→ **WHAT YOU WILL DO**
Word for word, restate the records that appear below.

→ **INPUT DATA**
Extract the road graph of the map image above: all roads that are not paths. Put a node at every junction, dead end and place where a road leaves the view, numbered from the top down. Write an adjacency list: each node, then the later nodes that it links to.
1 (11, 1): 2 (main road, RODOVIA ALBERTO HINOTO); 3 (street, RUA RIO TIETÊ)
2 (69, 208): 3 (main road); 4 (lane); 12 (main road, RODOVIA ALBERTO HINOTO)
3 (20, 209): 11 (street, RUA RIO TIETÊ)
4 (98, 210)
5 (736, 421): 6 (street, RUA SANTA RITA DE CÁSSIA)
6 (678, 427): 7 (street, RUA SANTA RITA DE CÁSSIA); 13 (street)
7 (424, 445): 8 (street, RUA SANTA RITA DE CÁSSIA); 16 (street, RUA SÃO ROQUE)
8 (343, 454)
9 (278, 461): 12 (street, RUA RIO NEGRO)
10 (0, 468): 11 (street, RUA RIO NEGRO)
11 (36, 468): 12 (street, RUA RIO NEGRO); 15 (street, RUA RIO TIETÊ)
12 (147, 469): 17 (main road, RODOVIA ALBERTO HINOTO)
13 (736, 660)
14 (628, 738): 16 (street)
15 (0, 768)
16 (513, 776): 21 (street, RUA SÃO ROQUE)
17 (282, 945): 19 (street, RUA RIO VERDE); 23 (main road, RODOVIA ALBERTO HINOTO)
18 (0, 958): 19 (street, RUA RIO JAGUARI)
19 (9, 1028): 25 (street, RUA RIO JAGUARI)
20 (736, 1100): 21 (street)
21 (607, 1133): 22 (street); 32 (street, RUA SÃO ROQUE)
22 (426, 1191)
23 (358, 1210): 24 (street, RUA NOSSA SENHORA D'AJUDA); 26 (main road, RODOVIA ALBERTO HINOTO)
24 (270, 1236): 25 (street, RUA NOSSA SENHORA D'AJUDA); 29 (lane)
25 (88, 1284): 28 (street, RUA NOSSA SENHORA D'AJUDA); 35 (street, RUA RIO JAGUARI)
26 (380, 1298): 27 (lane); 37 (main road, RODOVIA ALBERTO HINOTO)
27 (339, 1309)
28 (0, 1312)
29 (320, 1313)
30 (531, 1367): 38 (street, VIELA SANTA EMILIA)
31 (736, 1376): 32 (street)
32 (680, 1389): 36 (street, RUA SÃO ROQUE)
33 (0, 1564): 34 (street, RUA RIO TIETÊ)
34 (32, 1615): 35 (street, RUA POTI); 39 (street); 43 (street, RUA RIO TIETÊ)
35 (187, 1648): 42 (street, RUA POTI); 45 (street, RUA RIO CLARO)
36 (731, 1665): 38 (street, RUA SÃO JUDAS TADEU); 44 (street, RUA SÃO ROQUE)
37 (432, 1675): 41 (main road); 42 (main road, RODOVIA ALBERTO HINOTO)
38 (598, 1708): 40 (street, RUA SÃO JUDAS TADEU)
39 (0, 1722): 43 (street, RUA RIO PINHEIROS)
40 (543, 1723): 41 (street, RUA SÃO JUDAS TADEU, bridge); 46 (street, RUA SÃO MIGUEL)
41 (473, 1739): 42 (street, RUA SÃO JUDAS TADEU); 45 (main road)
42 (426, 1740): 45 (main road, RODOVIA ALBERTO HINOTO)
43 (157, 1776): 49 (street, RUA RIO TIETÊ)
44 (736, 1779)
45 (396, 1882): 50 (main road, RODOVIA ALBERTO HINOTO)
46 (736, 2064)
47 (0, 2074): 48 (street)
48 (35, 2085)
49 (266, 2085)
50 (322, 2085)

→ **OUTPUT OF THE TASK**
Extract the road graph of the map image above: all roads that are not paths. Put a node at every junction, dead end and place where a road leaves the view, numbered from the top down. Write an adjacency list: each node, then the later nodes that it links to.
1 (11, 1): 2 (main road, RODOVIA ALBERTO HINOTO); 3 (street, RUA RIO TIETÊ)
2 (69, 208): 3 (main road); 4 (lane); 12 (main road, RODOVIA ALBERTO HINOTO)
3 (20, 209): 11 (street, RUA RIO TIETÊ)
4 (98, 210)
5 (736, 421): 6 (street, RUA SANTA RITA DE CÁSSIA)
6 (678, 427): 7 (street, RUA SANTA RITA DE CÁSSIA); 13 (street)
7 (424, 445): 8 (street, RUA SANTA RITA DE CÁSSIA); 16 (street, RUA SÃO ROQUE)
8 (343, 454)
9 (278, 461): 12 (street, RUA RIO NEGRO)
10 (0, 468): 11 (street, RUA RIO NEGRO)
11 (36, 468): 12 (street, RUA RIO NEGRO); 15 (street, RUA RIO TIETÊ)
12 (147, 469): 17 (main road, RODOVIA ALBERTO HINOTO)
13 (736, 660)
14 (628, 738): 16 (street)
15 (0, 768)
16 (513, 776): 21 (street, RUA SÃO ROQUE)
17 (282, 945): 19 (street, RUA RIO VERDE); 23 (main road, RODOVIA ALBERTO HINOTO)
18 (0, 958): 19 (street, RUA RIO JAGUARI)
19 (9, 1028): 25 (street, RUA RIO JAGUARI)
20 (736, 1100): 21 (street)
21 (607, 1133): 22 (street); 32 (street, RUA SÃO ROQUE)
22 (426, 1191)
23 (358, 1210): 24 (street, RUA NOSSA SENHORA D'AJUDA); 26 (main road, RODOVIA ALBERTO HINOTO)
24 (270, 1236): 25 (street, RUA NOSSA SENHORA D'AJUDA); 29 (lane)
25 (88, 1284): 28 (street, RUA NOSSA SENHORA D'AJUDA); 35 (street, RUA RIO JAGUARI)
26 (380, 1298): 27 (lane); 37 (main road, RODOVIA ALBERTO HINOTO)
27 (339, 1309)
28 (0, 1312)
29 (320, 1313)
30 (531, 1367): 38 (street, VIELA SANTA EMILIA)
31 (736, 1376): 32 (street)
32 (680, 1389): 36 (street, RUA SÃO ROQUE)
33 (0, 1564): 34 (street, RUA RIO TIETÊ)
34 (32, 1615): 35 (street, RUA POTI); 39 (street); 43 (street, RUA RIO TIETÊ)
35 (187, 1648): 42 (street, RUA POTI); 45 (street, RUA RIO CLARO)
36 (731, 1665): 38 (street, RUA SÃO JUDAS TADEU); 44 (street, RUA SÃO ROQUE)
37 (432, 1675): 41 (main road); 42 (main road, RODOVIA ALBERTO HINOTO)
38 (598, 1708): 40 (street, RUA SÃO JUDAS TADEU)
39 (0, 1722): 43 (street, RUA RIO PINHEIROS)
40 (543, 1723): 41 (street, RUA SÃO JUDAS TADEU, bridge); 46 (street, RUA SÃO MIGUEL)
41 (473, 1739): 42 (street, RUA SÃO JUDAS TADEU); 45 (main road)
42 (426, 1740): 45 (main road, RODOVIA ALBERTO HINOTO)
43 (157, 1776): 49 (street, RUA RIO TIETÊ)
44 (736, 1779)
45 (396, 1882): 50 (main road, RODOVIA ALBERTO HINOTO)
46 (736, 2064)
47 (0, 2074): 48 (street)
48 (35, 2085)
49 (266, 2085)
50 (322, 2085)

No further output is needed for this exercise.